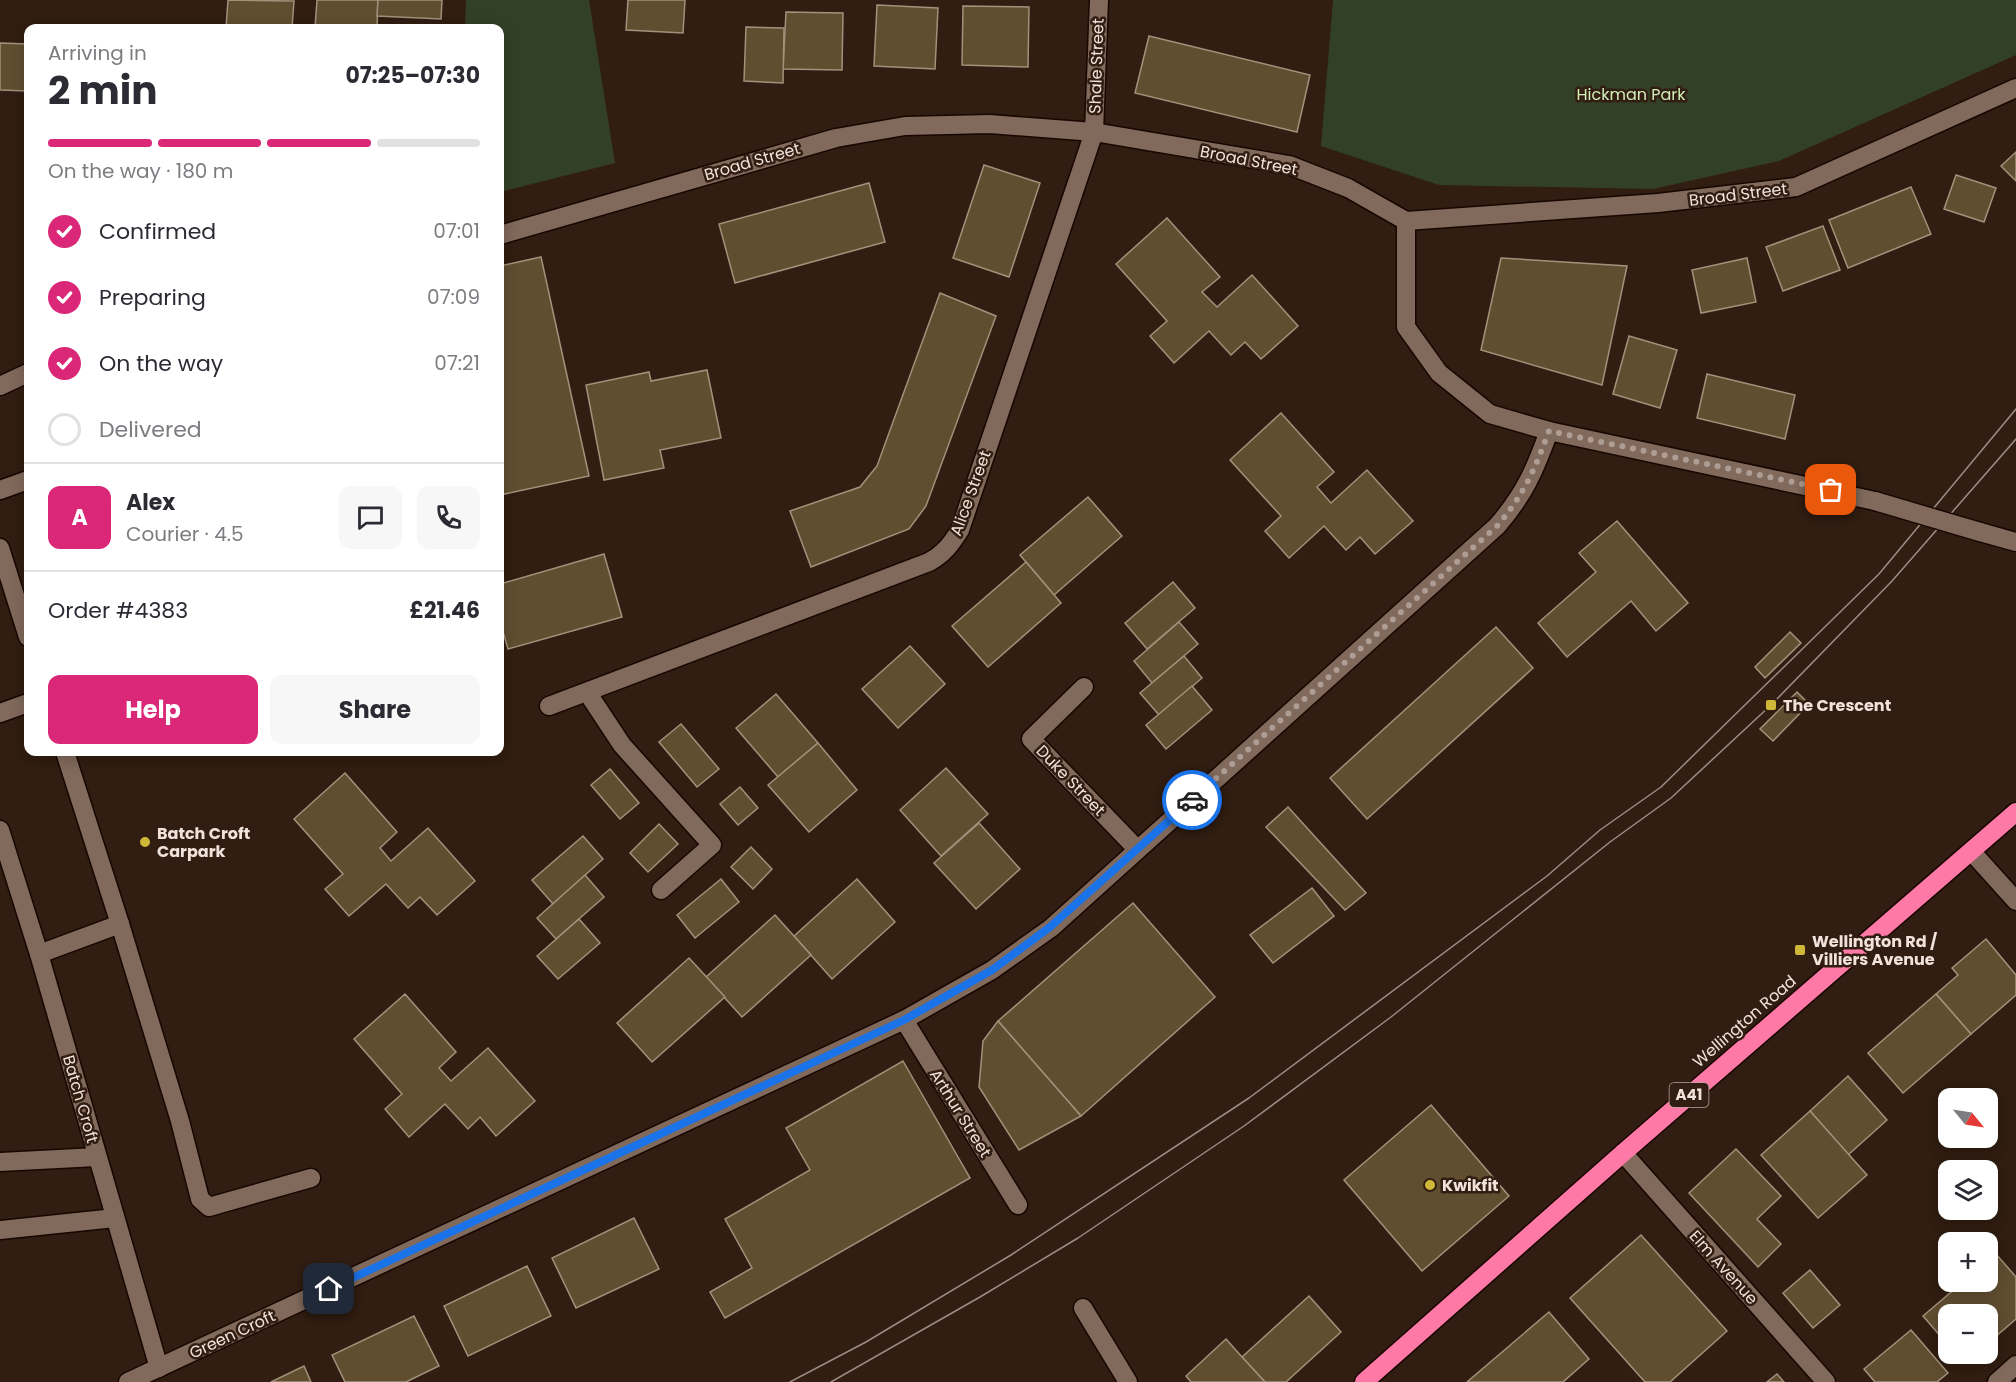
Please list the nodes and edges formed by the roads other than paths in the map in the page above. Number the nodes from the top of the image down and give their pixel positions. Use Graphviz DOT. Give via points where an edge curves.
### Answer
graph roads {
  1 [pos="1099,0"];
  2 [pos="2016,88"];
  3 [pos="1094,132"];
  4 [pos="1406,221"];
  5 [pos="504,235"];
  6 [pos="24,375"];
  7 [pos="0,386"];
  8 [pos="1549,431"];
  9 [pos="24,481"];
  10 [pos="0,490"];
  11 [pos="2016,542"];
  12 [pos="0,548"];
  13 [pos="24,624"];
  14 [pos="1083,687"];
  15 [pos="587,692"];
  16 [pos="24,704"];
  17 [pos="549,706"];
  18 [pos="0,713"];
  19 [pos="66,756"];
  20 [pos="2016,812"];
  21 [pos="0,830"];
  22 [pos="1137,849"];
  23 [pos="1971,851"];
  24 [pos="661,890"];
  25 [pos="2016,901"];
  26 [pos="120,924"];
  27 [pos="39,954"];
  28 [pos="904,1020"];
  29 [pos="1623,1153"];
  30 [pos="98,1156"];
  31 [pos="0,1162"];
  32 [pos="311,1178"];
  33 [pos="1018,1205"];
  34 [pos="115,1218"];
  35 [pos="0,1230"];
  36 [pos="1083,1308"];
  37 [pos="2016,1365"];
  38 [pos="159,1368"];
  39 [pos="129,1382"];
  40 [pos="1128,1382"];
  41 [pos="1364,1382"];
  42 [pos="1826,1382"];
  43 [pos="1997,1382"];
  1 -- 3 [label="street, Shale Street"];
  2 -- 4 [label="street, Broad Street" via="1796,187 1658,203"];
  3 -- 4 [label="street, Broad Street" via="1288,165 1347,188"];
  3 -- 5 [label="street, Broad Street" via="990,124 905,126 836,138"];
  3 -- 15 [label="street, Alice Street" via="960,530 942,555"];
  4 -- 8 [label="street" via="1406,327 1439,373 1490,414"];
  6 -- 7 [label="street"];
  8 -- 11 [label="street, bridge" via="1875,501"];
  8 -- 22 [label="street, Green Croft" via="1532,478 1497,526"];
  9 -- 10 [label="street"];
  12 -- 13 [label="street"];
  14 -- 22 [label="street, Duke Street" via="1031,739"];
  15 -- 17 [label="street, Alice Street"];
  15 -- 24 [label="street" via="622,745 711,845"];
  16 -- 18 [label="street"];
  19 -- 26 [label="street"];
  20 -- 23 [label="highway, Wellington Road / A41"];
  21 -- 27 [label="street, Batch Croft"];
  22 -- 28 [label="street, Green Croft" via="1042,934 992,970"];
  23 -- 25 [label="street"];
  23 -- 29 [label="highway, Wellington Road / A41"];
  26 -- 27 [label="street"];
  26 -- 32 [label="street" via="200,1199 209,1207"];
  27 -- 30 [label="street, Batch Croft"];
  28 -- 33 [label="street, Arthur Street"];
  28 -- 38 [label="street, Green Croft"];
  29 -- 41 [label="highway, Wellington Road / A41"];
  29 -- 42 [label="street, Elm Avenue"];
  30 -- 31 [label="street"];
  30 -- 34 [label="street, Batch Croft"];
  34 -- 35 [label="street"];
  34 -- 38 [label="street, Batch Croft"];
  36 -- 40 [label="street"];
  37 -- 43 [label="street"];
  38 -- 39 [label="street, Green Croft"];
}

++++++

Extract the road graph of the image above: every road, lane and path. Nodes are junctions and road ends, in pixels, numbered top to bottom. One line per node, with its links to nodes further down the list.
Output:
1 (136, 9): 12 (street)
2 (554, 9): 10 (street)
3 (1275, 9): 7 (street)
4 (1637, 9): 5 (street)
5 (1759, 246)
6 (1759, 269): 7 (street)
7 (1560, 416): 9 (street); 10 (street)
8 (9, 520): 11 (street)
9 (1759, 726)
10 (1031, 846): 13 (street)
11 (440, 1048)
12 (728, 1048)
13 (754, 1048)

++++++

• [Task prompt]: Look through the data above. Find each line with the string "down" and copy it.

• [Reply to the exercise]:
Please list the nodes and edges formed by the roads other than paths in the map in the page above. Number the nodes from the top of the image down and give their pixel positions. Use Graphviz DOT. Give via points where an edge curves.
Extract the road graph of the image above: every road, lane and path. Nodes are junctions and road ends, in pixels, numbered top to bottom. One line per node, with its links to nodes further down the list.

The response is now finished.